------ Records
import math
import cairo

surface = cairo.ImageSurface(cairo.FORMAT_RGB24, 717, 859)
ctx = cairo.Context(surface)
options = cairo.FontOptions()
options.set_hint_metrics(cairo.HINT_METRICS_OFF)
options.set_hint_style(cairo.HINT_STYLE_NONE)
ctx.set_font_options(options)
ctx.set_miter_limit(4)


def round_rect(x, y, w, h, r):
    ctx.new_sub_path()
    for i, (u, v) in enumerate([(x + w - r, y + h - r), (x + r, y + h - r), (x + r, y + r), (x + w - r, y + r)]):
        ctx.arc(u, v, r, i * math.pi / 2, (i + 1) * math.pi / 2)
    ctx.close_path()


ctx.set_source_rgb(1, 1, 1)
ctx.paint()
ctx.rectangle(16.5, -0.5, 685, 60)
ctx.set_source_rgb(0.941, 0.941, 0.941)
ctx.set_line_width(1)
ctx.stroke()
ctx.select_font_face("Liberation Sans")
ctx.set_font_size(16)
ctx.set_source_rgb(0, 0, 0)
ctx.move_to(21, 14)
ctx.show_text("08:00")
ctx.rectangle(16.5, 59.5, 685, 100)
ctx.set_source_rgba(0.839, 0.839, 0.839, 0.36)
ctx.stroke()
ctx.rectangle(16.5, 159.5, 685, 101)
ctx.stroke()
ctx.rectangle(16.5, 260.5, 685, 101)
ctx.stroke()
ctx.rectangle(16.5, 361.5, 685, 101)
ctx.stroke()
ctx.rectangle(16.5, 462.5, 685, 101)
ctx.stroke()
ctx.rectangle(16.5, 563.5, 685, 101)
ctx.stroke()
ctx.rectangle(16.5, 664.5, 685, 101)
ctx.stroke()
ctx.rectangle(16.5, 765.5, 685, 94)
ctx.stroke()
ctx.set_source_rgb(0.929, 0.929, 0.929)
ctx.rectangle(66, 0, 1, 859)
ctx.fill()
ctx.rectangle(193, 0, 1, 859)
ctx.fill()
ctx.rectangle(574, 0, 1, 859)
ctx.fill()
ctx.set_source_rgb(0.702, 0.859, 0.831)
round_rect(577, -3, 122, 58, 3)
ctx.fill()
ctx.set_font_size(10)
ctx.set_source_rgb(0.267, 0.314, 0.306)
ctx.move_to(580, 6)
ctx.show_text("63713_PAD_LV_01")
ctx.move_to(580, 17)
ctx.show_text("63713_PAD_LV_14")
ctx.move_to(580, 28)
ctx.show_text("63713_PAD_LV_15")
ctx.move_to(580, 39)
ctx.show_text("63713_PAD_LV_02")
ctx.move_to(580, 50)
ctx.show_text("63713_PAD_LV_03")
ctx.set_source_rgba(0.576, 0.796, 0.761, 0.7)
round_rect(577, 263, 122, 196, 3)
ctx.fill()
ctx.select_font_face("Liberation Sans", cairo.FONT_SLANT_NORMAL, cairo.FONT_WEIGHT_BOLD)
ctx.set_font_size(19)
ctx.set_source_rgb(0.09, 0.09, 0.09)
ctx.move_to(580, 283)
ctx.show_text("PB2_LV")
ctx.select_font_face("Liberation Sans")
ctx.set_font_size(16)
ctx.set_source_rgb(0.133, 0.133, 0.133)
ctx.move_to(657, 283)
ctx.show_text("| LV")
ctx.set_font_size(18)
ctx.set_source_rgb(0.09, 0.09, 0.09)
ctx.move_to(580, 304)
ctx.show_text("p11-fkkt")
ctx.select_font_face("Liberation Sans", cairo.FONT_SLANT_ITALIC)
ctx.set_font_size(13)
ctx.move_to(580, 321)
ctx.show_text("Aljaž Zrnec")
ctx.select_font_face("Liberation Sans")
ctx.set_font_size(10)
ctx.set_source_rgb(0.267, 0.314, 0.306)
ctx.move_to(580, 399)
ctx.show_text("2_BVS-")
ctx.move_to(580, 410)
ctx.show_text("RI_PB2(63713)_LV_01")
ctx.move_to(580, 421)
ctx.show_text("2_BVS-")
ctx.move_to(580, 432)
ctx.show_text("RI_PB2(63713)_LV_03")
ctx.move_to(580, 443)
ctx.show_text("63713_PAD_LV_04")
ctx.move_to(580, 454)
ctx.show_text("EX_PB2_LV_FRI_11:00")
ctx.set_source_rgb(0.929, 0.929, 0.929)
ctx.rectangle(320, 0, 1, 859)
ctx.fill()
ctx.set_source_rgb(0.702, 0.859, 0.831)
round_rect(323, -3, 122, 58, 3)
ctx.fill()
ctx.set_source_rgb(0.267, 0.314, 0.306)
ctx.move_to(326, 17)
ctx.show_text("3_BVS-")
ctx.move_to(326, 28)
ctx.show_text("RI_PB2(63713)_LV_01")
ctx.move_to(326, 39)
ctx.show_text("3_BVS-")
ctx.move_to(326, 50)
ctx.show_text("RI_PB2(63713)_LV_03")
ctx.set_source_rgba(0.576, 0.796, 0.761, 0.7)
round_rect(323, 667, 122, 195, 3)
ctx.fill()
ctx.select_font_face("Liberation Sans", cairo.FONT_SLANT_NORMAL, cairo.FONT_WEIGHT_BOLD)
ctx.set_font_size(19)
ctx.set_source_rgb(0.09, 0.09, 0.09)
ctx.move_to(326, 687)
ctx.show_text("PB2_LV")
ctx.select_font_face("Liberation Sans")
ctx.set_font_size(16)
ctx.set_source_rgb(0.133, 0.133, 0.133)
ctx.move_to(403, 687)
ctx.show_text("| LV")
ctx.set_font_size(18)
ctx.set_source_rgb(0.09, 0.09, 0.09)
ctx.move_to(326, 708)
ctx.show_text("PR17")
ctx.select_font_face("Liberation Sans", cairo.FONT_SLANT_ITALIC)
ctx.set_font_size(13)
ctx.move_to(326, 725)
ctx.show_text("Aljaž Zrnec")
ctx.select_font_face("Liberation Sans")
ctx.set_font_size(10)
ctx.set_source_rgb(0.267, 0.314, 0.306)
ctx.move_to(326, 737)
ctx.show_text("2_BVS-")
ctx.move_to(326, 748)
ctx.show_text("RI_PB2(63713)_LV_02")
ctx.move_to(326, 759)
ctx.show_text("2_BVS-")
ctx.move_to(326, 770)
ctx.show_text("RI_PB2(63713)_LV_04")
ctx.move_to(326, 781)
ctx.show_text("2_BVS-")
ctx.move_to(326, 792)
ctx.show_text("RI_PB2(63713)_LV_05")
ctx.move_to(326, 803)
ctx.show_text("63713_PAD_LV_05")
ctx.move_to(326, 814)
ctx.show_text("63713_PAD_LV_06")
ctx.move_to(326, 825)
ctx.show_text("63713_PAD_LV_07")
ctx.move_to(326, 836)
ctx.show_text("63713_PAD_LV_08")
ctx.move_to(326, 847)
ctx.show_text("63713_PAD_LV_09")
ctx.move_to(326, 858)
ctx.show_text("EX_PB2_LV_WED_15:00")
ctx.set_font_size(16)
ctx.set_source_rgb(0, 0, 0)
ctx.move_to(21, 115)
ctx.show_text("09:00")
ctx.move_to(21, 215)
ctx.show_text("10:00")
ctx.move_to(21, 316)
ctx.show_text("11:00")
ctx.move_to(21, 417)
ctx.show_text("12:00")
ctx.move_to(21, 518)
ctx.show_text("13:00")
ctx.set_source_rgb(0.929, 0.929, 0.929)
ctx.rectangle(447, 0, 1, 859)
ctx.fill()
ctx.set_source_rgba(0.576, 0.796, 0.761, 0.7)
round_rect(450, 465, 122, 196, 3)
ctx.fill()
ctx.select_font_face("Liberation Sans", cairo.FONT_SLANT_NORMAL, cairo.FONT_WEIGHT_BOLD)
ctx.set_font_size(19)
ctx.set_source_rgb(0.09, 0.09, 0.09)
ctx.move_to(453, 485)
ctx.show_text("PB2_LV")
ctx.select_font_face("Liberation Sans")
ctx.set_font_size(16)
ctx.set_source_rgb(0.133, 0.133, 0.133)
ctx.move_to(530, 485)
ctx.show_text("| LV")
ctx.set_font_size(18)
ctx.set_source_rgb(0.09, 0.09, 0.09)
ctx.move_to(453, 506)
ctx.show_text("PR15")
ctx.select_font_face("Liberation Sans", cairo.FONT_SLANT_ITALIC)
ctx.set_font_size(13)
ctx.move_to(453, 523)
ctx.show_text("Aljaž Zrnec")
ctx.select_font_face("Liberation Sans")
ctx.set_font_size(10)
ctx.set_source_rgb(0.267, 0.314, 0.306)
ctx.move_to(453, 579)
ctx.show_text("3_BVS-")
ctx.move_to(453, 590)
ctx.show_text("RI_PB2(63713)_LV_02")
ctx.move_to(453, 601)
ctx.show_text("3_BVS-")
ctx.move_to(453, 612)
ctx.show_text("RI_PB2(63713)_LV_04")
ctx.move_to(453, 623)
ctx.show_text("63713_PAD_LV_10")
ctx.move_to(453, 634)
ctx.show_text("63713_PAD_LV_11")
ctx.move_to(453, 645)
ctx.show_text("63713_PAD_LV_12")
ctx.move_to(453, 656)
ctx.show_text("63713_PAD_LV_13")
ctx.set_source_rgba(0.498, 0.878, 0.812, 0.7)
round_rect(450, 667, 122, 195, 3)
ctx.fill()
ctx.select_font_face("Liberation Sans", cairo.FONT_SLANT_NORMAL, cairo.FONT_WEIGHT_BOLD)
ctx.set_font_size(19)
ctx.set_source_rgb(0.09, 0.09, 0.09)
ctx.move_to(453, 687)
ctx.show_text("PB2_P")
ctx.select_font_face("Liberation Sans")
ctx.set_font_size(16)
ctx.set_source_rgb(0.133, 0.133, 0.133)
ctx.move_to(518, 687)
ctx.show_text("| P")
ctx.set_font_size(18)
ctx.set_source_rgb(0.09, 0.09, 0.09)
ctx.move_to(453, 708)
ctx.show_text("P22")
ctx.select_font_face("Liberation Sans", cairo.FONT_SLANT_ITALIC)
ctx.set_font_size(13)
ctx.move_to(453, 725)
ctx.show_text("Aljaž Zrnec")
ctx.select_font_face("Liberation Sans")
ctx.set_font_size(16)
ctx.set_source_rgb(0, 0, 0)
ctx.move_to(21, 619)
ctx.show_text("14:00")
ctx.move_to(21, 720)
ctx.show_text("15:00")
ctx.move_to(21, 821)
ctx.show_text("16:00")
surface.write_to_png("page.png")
------------
Task objective -
Your task is to copy every line in the entries that holds the string "options".

Solution for this problem -
options = cairo.FontOptions()
options.set_hint_metrics(cairo.HINT_METRICS_OFF)
options.set_hint_style(cairo.HINT_STYLE_NONE)
ctx.set_font_options(options)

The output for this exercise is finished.